A partir des années 1990, l’abandon de la revendication autonomiste par les politiques et le changement des réalités culturelles et sociales assèchent les dynamiques alternatives. « Les luttes et les rêves ont été récupérés, diffusés et cristallisés ; le projet global de transformation n’existe plus. Au contraire, les institutions, les médias, les institutions scolaires diffusent une culture française formatée. L’identité et la société créole sont figées alors qu’elles sont au contraire, de par leur nature, en constante transformation », explique Carpanin Marimoutou.

Une île en manque d’utopie ?

Le modèle de société actuel accentue cette déprise des alternatives : « Les hypermarchés quadrillent le territoire, et le modèle consumériste métropolitain s’est imposé, avec la prime au tout voiture. L’université n’a jamais été, depuis, le foyer d’aucune pensée autre que celle de l’obéissance aux dogmes managériaux et de l’économie capitaliste. Même le milieu culturel est devenu très plan-plan... » me raconte Igor Babou, professeur à l’université.
Mafate, le fameux cirque accessible uniquement à pied (3) peut apparaître de prime abord comme un lieu typiquement alternatif, puisque la vie quotidienne y est très proche de la nature. Mais peu de Mafatais y adjoignent une dimension politique : ils n’ont pas particulièrement choisi ce mode de vie et cherchent seulement à vivre comme ils l’entendent. De même, la Réunion est souvent présentée comme un laboratoire d’expérimentation de nouvelles pratiques écologiques (4). Mais ce discours est surtout une façon de « vendre » la Réunion, plutôt qu’un principe fécond d’initiatives.

Un monde associatif fragmenté

Les associations à la Réunion sont pourtant nombreuses (5). Dépendantes des subventions françaises, elles représentent un gisement d’emplois (6) qui compte.
Il existe deux sphères distinctes :
• des associations de quartiers, liées à la communauté et à la municipalité qui effectuent un travail social indispensable ;
• et des associations moins territorialisées, qui ont vocation à agir sur toute l’île dans les domaines culturel, agricole ou environnemental.
Néanmoins, ces projets apparaissent en majorité particularisés, fonctionnant dans leur coin, sans porter une vision politique globale.

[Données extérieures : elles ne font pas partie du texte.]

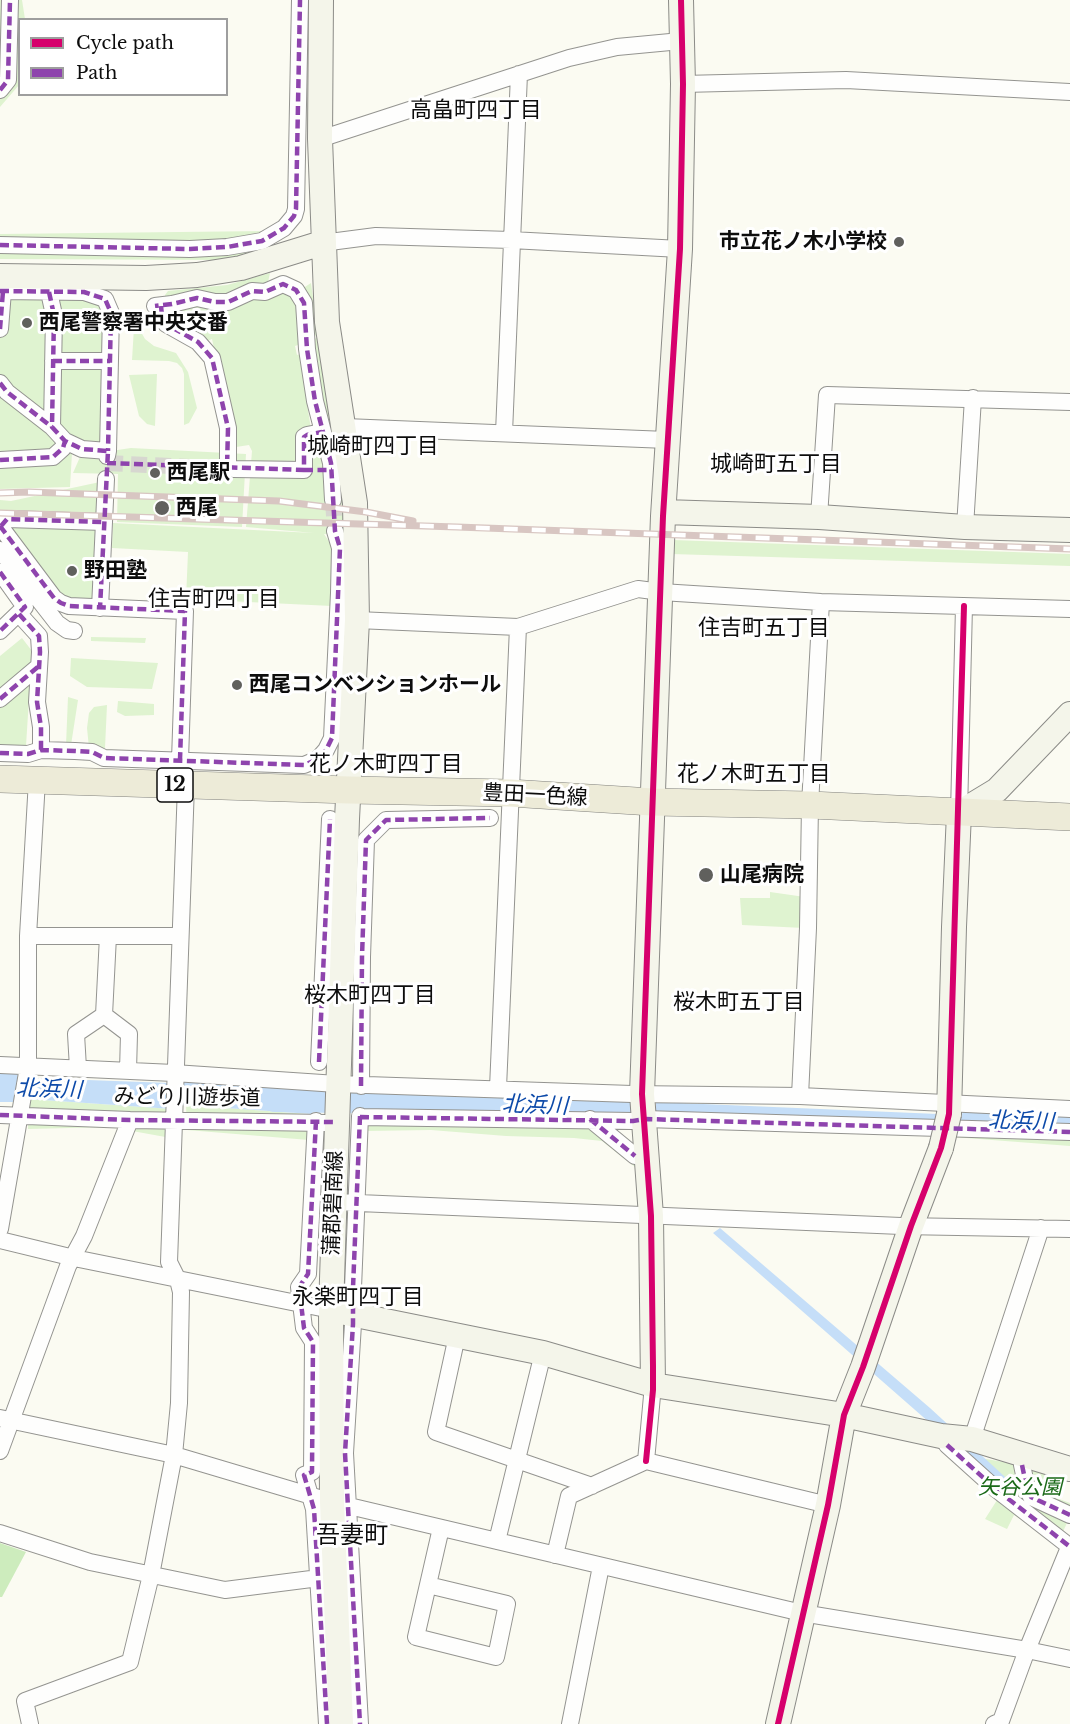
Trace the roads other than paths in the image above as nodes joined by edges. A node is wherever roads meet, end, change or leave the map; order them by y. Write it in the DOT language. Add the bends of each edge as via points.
graph roads {
  1 [pos="10,0"];
  2 [pos="300,0"];
  3 [pos="321,0"];
  4 [pos="681,0"];
  5 [pos="681,41"];
  6 [pos="519,74"];
  7 [pos="683,84"];
  8 [pos="0,90"];
  9 [pos="1070,92"];
  10 [pos="320,139"];
  11 [pos="511,240"];
  12 [pos="322,243"];
  13 [pos="0,245"];
  14 [pos="680,249"];
  15 [pos="1,286"];
  16 [pos="49,292"];
  17 [pos="0,329"];
  18 [pos="53,361"];
  19 [pos="110,361"];
  20 [pos="0,383"];
  21 [pos="973,398"];
  22 [pos="1070,402"];
  23 [pos="52,427"];
  24 [pos="333,430"];
  25 [pos="504,433"];
  26 [pos="667,440"];
  27 [pos="65,441"];
  28 [pos="0,460"];
  29 [pos="304,470"];
  30 [pos="332,470"];
  31 [pos="106,479"];
  32 [pos="333,500"];
  33 [pos="664,512"];
  34 [pos="819,518"];
  35 [pos="104,522"];
  36 [pos="1,526"];
  37 [pos="965,527"];
  38 [pos="1070,530"];
  39 [pos="335,531"];
  40 [pos="0,550"];
  41 [pos="0,572"];
  42 [pos="661,592"];
  43 [pos="821,602"];
  44 [pos="964,606"];
  45 [pos="100,608"];
  46 [pos="1070,609"];
  47 [pos="20,614"];
  48 [pos="357,620"];
  49 [pos="518,627"];
  50 [pos="0,631"];
  51 [pos="74,631"];
  52 [pos="39,666"];
  53 [pos="0,699"];
  54 [pos="1070,714"];
  55 [pos="41,750"];
  56 [pos="0,753"];
  57 [pos="183,772"];
  58 [pos="0,779"];
  59 [pos="37,780"];
  60 [pos="349,790"];
  61 [pos="510,793"];
  62 [pos="652,802"];
  63 [pos="810,805"];
  64 [pos="959,813"];
  65 [pos="1070,817"];
  66 [pos="490,818"];
  67 [pos="330,819"];
  68 [pos="28,936"];
  69 [pos="108,936"];
  70 [pos="179,936"];
  71 [pos="104,1015"];
  72 [pos="319,1062"];
  73 [pos="0,1065"];
  74 [pos="28,1067"];
  75 [pos="78,1068"];
  76 [pos="128,1071"];
  77 [pos="174,1072"];
  78 [pos="349,1087"];
  79 [pos="498,1088"];
  80 [pos="800,1096"];
  81 [pos="643,1105"];
  82 [pos="949,1108"];
  83 [pos="1070,1109"];
  84 [pos="0,1115"];
  85 [pos="20,1116"];
  86 [pos="590,1119"];
  87 [pos="130,1120"];
  88 [pos="174,1120"];
  89 [pos="323,1122"];
  90 [pos="1070,1132"];
  91 [pos="634,1156"];
  92 [pos="346,1203"];
  93 [pos="651,1216"];
  94 [pos="911,1226"];
  95 [pos="1041,1228"];
  96 [pos="0,1229"];
  97 [pos="1070,1229"];
  98 [pos="0,1240"];
  99 [pos="74,1258"];
  100 [pos="178,1280"];
  101 [pos="301,1304"];
  102 [pos="342,1313"];
  103 [pos="456,1336"];
  104 [pos="543,1353"];
  105 [pos="653,1385"];
  106 [pos="843,1415"];
  107 [pos="6,1419"];
  108 [pos="971,1439"];
  109 [pos="944,1440"];
  110 [pos="0,1451"];
  111 [pos="174,1455"];
  112 [pos="517,1459"];
  113 [pos="646,1461"];
  114 [pos="1022,1465"];
  115 [pos="1070,1468"];
  116 [pos="592,1486"];
  117 [pos="330,1501"];
  118 [pos="828,1505"];
  119 [pos="1070,1515"];
  120 [pos="441,1528"];
  121 [pos="0,1533"];
  122 [pos="497,1541"];
  123 [pos="1070,1546"];
  124 [pos="555,1555"];
  125 [pos="601,1566"];
  126 [pos="151,1575"];
  127 [pos="327,1580"];
  128 [pos="428,1585"];
  129 [pos="802,1613"];
  130 [pos="1027,1650"];
  131 [pos="1070,1659"];
  132 [pos="30,1724"];
  133 [pos="327,1724"];
  134 [pos="341,1724"];
  135 [pos="360,1724"];
  136 [pos="570,1724"];
  137 [pos="778,1724"];
  138 [pos="993,1724"];
  1 -- 8 [label="street" via="8,80"];
  2 -- 13 [label="street" via="296,209 284,228 262,241 226,247"];
  3 -- 10 [label="street, 蒲郡碧南線"];
  4 -- 5 [label="street"];
  5 -- 6 [label="street" via="617,47"];
  5 -- 7 [label="street"];
  6 -- 10 [label="street"];
  6 -- 11 [label="street"];
  7 -- 9 [label="street" via="846,80"];
  7 -- 14 [label="street"];
  10 -- 12 [label="street, 蒲郡碧南線"];
  11 -- 12 [label="street" via="376,236"];
  11 -- 14 [label="street"];
  11 -- 25 [label="street"];
  12 -- 15 [label="street" via="241,268 197,275"];
  12 -- 24 [label="street, 蒲郡碧南線"];
  14 -- 26 [label="street"];
  15 -- 16 [label="street"];
  15 -- 17 [label="street"];
  16 -- 18 [label="street" via="54,315"];
  16 -- 19 [label="street" via="84,292 105,299 111,313"];
  18 -- 19 [label="street"];
  18 -- 23 [label="street"];
  19 -- 27 [label="street" via="108,453 82,449"];
  20 -- 23 [label="street"];
  21 -- 22 [label="street"];
  21 -- 34 [label="street" via="827,395"];
  21 -- 37 [label="street"];
  23 -- 27 [label="street"];
  24 -- 25 [label="street"];
  24 -- 29 [label="street" via="304,437"];
  24 -- 29 [label="street" via="307,349 304,303 296,290 283,284 228,302 197,298 158,306 166,324 198,342 212,358 228,428 230,467"];
  24 -- 30 [label="street"];
  24 -- 48 [label="street, 蒲郡碧南線" via="355,503"];
  25 -- 26 [label="street"];
  26 -- 33 [label="street"];
  27 -- 28 [label="street" via="53,457"];
  29 -- 30 [label="street"];
  30 -- 32 [label="street"];
  31 -- 35 [label="street"];
  33 -- 34 [label="street"];
  33 -- 42 [label="street"];
  34 -- 37 [label="street"];
  35 -- 36 [label="street" via="7,519"];
  35 -- 45 [label="street"];
  36 -- 45 [label="street" via="54,598 69,606"];
  37 -- 38 [label="street"];
  39 -- 57 [label="street" via="340,548 339,593 332,738 326,750 304,765"];
  40 -- 51 [label="street" via="57,623"];
  41 -- 47 [label="street" via="24,603"];
  42 -- 43 [label="street"];
  42 -- 49 [label="street" via="638,589"];
  42 -- 62 [label="street"];
  43 -- 44 [label="street"];
  43 -- 63 [label="street"];
  44 -- 46 [label="street"];
  44 -- 64 [label="street"];
  45 -- 57 [label="street" via="185,611"];
  47 -- 50 [label="street"];
  47 -- 52 [label="street" via="39,636"];
  48 -- 49 [label="street"];
  48 -- 60 [label="street, 蒲郡碧南線"];
  49 -- 61 [label="street"];
  52 -- 53 [label="street"];
  52 -- 55 [label="street"];
  54 -- 64 [label="street" via="997,790"];
  55 -- 56 [label="street"];
  55 -- 57 [label="street" via="92,752 104,758"];
  57 -- 59 [label="main road, 豊田一色線 / 12"];
  57 -- 60 [label="main road, 豊田一色線 / 12"];
  57 -- 70 [label="street"];
  58 -- 59 [label="main road, 豊田一色線 / 12"];
  59 -- 68 [label="street"];
  60 -- 61 [label="main road, 豊田一色線 / 12"];
  60 -- 78 [label="street, 蒲郡碧南線"];
  61 -- 62 [label="main road, 豊田一色線 / 12"];
  61 -- 79 [label="street"];
  62 -- 63 [label="main road, 豊田一色線 / 12"];
  62 -- 81 [label="street"];
  63 -- 64 [label="main road, 豊田一色線 / 12"];
  63 -- 80 [label="street"];
  64 -- 65 [label="main road, 豊田一色線 / 12"];
  64 -- 82 [label="street"];
  66 -- 78 [label="street" via="386,820 366,840 362,957"];
  67 -- 72 [label="street"];
  68 -- 69 [label="street"];
  68 -- 74 [label="street"];
  69 -- 70 [label="street"];
  69 -- 71 [label="street"];
  70 -- 77 [label="street"];
  71 -- 75 [label="street" via="76,1034"];
  71 -- 76 [label="street" via="129,1034"];
  73 -- 74 [label="street"];
  74 -- 75 [label="street"];
  74 -- 85 [label="street"];
  75 -- 76 [label="street"];
  76 -- 77 [label="street"];
  77 -- 78 [label="street"];
  77 -- 88 [label="street"];
  78 -- 79 [label="street"];
  78 -- 89 [label="street, 蒲郡碧南線"];
  79 -- 81 [label="street"];
  80 -- 81 [label="street"];
  80 -- 82 [label="street"];
  81 -- 86 [label="street" via="633,1121"];
  81 -- 90 [label="street"];
  81 -- 93 [label="street"];
  82 -- 83 [label="street"];
  82 -- 94 [label="street, bridge" via="941,1148"];
  84 -- 85 [label="street, みどり川遊歩道"];
  85 -- 87 [label="street, みどり川遊歩道"];
  85 -- 96 [label="street"];
  86 -- 91 [label="street"];
  86 -- 92 [label="street" via="360,1116"];
  87 -- 88 [label="street, みどり川遊歩道"];
  87 -- 99 [label="street"];
  88 -- 89 [label="street, みどり川遊歩道"];
  88 -- 100 [label="street" via="168,1262"];
  89 -- 92 [label="street, 蒲郡碧南線"];
  89 -- 101 [label="street" via="308,1274 299,1287"];
  92 -- 93 [label="street"];
  92 -- 102 [label="street, 蒲郡碧南線"];
  93 -- 94 [label="street"];
  93 -- 105 [label="street"];
  94 -- 95 [label="street"];
  94 -- 106 [label="street"];
  95 -- 97 [label="street"];
  95 -- 108 [label="street"];
  98 -- 99 [label="street"];
  99 -- 100 [label="street"];
  99 -- 107 [label="street"];
  100 -- 101 [label="street"];
  100 -- 111 [label="street" via="181,1325"];
  101 -- 102 [label="street"];
  101 -- 117 [label="street" via="304,1328 313,1342 312,1472 304,1475"];
  102 -- 103 [label="street"];
  102 -- 117 [label="street, 蒲郡碧南線"];
  103 -- 104 [label="street"];
  103 -- 112 [label="street" via="436,1432"];
  104 -- 105 [label="street"];
  104 -- 112 [label="street"];
  105 -- 106 [label="street"];
  105 -- 113 [label="street"];
  106 -- 109 [label="street"];
  106 -- 118 [label="street"];
  107 -- 110 [label="street"];
  107 -- 111 [label="street"];
  108 -- 109 [label="street"];
  108 -- 115 [label="street"];
  109 -- 123 [label="street" via="997,1490"];
  111 -- 117 [label="street"];
  111 -- 126 [label="street"];
  112 -- 116 [label="street"];
  112 -- 122 [label="street"];
  113 -- 116 [label="street"];
  113 -- 118 [label="street"];
  114 -- 119 [label="street" via="1031,1497"];
  116 -- 124 [label="street" via="569,1496"];
  117 -- 120 [label="street"];
  117 -- 127 [label="street, 蒲郡碧南線"];
  117 -- 135 [label="street"];
  118 -- 129 [label="street"];
  120 -- 122 [label="street"];
  120 -- 128 [label="street"];
  121 -- 126 [label="street" via="90,1562"];
  122 -- 124 [label="street"];
  123 -- 130 [label="street"];
  124 -- 125 [label="street"];
  125 -- 129 [label="street"];
  125 -- 136 [label="street"];
  126 -- 127 [label="street" via="225,1590"];
  126 -- 132 [label="street" via="130,1662 26,1701"];
  127 -- 133 [label="street"];
  127 -- 134 [label="street, 蒲郡碧南線"];
  128 -- 128 [label="street" via="416,1637 496,1658 507,1604"];
  129 -- 130 [label="street"];
  129 -- 137 [label="street"];
  130 -- 131 [label="street"];
  130 -- 138 [label="street" via="1000,1721"];
}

Malgré ce constat un peu sombre, même si le mot « alternative » n’est peut-être pas entendu à la Réunion, il y existe de belles initiatives à découvrir, comme nous le faisons dans ce dossier. Mais sûrement aussi des marges, où s’inventent de nouveaux projets de société, qui restent à explorer…

Gaëlle Ronsin

(1) Dans la lignée des subaltern studies : un courant intellectuel né en Asie visant à réécrire l’histoire des sociétés postcoloniales du point de vue des « subalternes », c’est-à-dire des dominés et du plus grand nombre.
(2) Notamment du Parti communiste réunionnais, fondé par Paul Vergés en 1959.
(3) 700 personnes vivent à Mafate.
(4) La Réunion regroupe les principaux problèmes mondiaux sur seulement 2512 km2 : de multiples microclimats, des phénomènes climatiques violents (cyclones), des problèmes de transport et d’énergie, une surpopulation…
(5) Il existe entre 12 000 et 14 000 associations à la Réunion.
(6) Le monde associatif représentait 12,8 % de l’emploi privé à la Réunion en 2013.